> [Exercise] Restate the data below word for word. Leave the images out.
▬▬▬▬▬▬
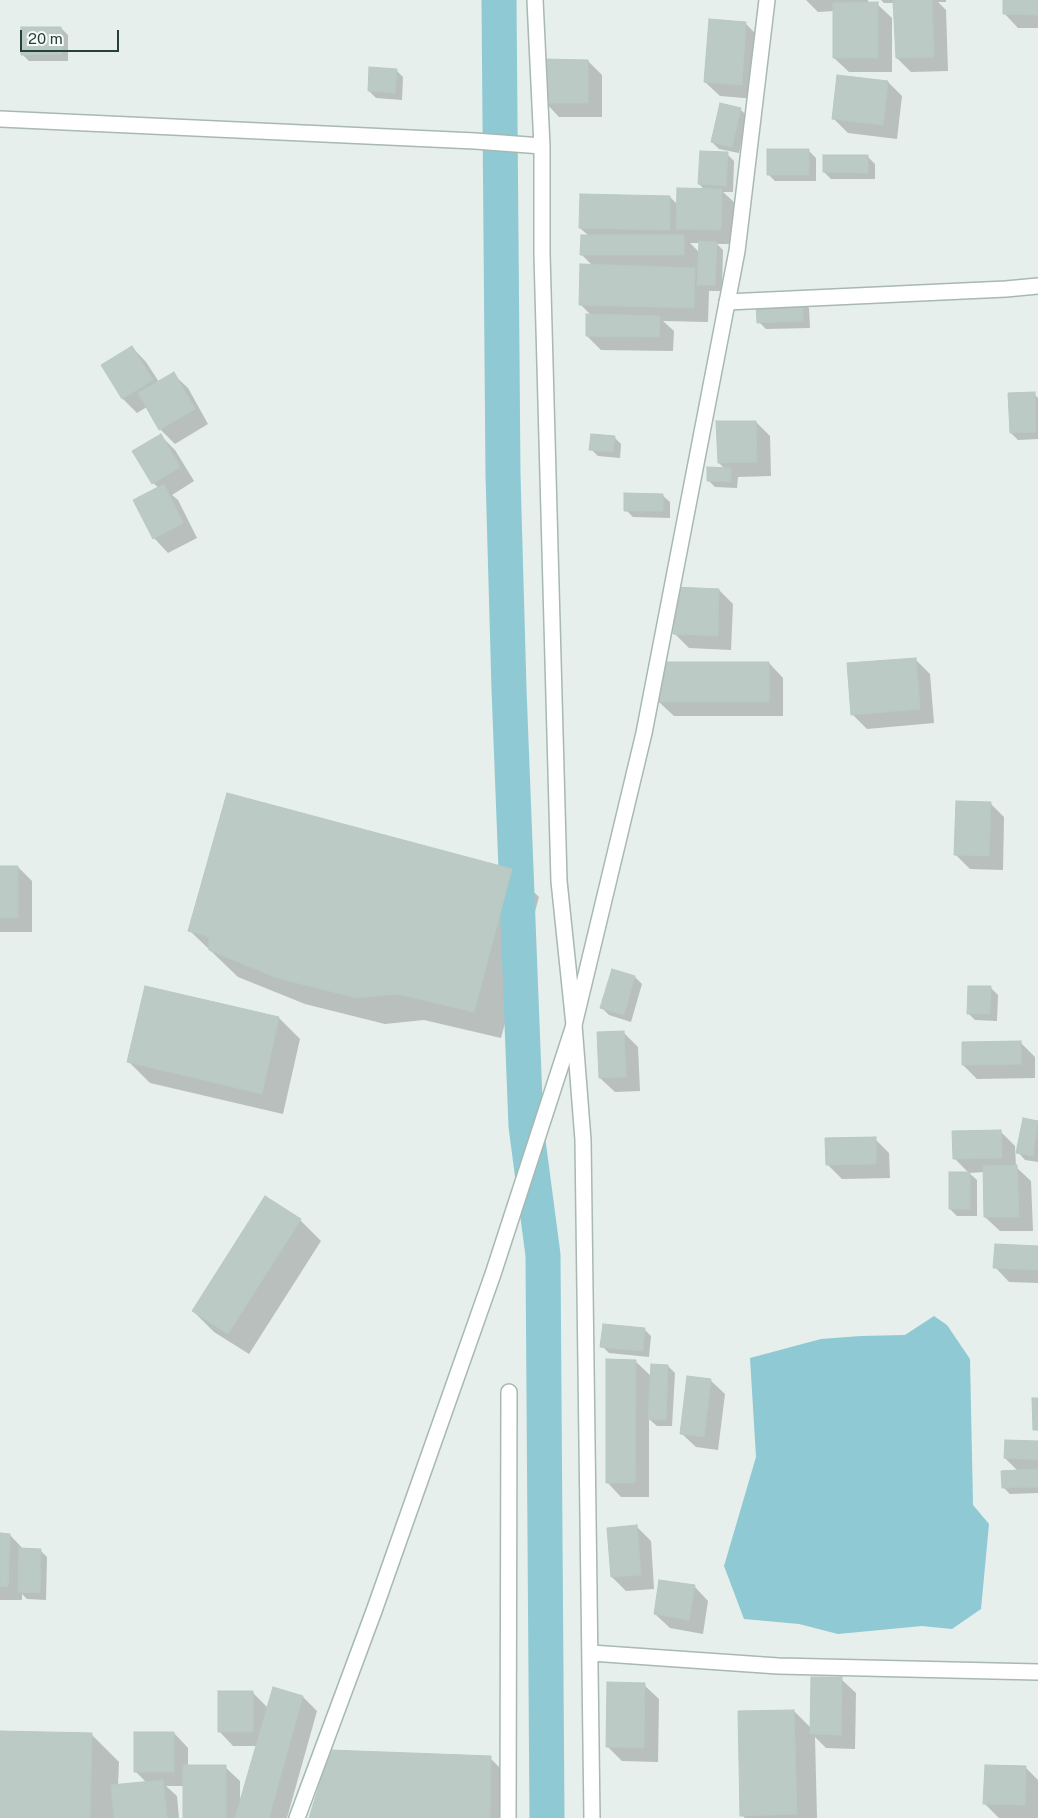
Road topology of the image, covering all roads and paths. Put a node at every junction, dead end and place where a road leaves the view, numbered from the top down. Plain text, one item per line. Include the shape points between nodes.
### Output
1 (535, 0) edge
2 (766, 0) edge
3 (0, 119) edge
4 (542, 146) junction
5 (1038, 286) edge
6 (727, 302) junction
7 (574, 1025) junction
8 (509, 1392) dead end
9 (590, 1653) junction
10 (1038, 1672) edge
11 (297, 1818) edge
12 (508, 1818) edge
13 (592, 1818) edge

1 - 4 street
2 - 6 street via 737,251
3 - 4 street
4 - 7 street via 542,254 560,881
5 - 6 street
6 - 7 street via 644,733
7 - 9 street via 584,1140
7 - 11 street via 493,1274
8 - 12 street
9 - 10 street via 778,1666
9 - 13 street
▬▬▬▬▬▬
> [Written response]
Road topology of the image, covering all roads and paths. Put a node at every junction, dead end and place where a road leaves the view, numbered from the top down. Plain text, one item per line. Include the shape points between nodes.
### Output
1 (535, 0) edge
2 (766, 0) edge
3 (0, 119) edge
4 (542, 146) junction
5 (1038, 286) edge
6 (727, 302) junction
7 (574, 1025) junction
8 (509, 1392) dead end
9 (590, 1653) junction
10 (1038, 1672) edge
11 (297, 1818) edge
12 (508, 1818) edge
13 (592, 1818) edge

1 - 4 street
2 - 6 street via 737,251
3 - 4 street
4 - 7 street via 542,254 560,881
5 - 6 street
6 - 7 street via 644,733
7 - 9 street via 584,1140
7 - 11 street via 493,1274
8 - 12 street
9 - 10 street via 778,1666
9 - 13 street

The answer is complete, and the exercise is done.